Wealth creation in Middle East and Africa (MEA) grew 8.5 per cent to $8.1 trillion last year from $7.5tn in 2015, higher than last year’s global average of 6 per cent and the second-highest growth in a region after Asia-Pacific which grew 9.9 per cent, according to consultancy Boston Consulting Group (BCG). In the region, where wealth grew just 1.9 per cent in 2015 compared with 2014, a pickup in oil prices has helped in wealth generation.

BCG is forecasting MEA wealth will rise to $12tn by 2021, growing at an annual average of 8 per cent.

Drivers of wealth generation in the region will be split evenly between new wealth creation and growth of performance of existing assets, according to BCG.

Another general trend in the region is clients’ looking for a comprehensive approach to investing, according to Mr AbuShaban.

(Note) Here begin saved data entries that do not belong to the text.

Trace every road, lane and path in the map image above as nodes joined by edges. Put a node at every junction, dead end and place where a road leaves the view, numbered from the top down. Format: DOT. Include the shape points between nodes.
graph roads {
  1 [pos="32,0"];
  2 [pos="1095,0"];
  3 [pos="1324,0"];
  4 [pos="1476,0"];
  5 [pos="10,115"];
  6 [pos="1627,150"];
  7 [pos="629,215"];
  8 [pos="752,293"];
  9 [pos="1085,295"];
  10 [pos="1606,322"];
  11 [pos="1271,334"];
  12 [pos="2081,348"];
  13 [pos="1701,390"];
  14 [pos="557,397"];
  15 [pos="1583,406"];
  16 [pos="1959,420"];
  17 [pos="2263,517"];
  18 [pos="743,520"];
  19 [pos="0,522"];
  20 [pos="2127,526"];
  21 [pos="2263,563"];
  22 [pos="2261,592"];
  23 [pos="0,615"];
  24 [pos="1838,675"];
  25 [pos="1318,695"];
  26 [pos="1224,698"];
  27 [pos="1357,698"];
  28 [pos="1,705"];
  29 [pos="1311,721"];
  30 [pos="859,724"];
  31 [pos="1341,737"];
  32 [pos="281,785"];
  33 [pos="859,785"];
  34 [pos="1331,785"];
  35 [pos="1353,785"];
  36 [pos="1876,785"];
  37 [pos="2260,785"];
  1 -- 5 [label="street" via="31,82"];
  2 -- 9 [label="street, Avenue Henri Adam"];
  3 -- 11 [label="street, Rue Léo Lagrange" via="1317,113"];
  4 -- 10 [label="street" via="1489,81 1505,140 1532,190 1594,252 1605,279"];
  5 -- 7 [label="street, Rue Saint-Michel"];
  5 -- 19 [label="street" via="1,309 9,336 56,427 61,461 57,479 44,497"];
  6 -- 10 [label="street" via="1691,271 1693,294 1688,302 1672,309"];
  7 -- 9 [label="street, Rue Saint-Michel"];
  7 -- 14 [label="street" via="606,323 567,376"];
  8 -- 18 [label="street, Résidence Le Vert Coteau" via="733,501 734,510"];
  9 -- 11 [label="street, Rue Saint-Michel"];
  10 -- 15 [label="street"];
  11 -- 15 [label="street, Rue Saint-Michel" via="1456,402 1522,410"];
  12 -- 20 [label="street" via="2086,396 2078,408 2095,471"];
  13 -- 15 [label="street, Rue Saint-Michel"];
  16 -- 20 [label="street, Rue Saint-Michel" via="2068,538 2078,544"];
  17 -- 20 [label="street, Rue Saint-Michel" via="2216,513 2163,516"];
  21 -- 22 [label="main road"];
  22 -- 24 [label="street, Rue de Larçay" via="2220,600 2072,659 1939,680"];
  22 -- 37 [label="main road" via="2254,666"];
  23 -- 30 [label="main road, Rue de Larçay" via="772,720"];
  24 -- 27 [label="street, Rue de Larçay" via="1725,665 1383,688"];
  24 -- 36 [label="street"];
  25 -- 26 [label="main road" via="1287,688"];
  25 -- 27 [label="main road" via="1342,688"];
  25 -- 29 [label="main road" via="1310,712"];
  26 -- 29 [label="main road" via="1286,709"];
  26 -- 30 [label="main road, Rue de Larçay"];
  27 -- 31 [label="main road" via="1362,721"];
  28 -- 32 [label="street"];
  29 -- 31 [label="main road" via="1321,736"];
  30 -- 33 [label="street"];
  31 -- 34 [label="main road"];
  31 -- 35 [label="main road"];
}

“Institutional investors or some of the families are seeing a slowdown in the available capital they have to invest and in that sense they are looking at optimizing the way they manage their portfolios and making sure they are not investing haphazardly and different parts of their investment are working together,” said Mr AbuShaban.

Some clients also have a higher appetite for risk, given the low interest-rate environment that does not provide enough yield for some institutional investors. These clients are keen to invest in illiquid assets, such as private equity and infrastructure.

“What we have seen is a desire for higher returns in what has been a low-return environment specifically in various fixed income or bonds,” he said.

“In this environment, we have seen a de facto increase in the risk that clients are taking in things like illiquid investments, private equity investments, infrastructure and private debt, those kind of investments were higher illiquidity results in incrementally higher returns.”

The Abu Dhabi Investment Authority, one of the largest sovereign wealth funds, said in its 2016 report that has gradually increased its exposure in direct private equity and private credit transactions, mainly in Asian markets and especially in China and India. The authority’s private equity department focused on structured equities owing to “their defensive characteristics.”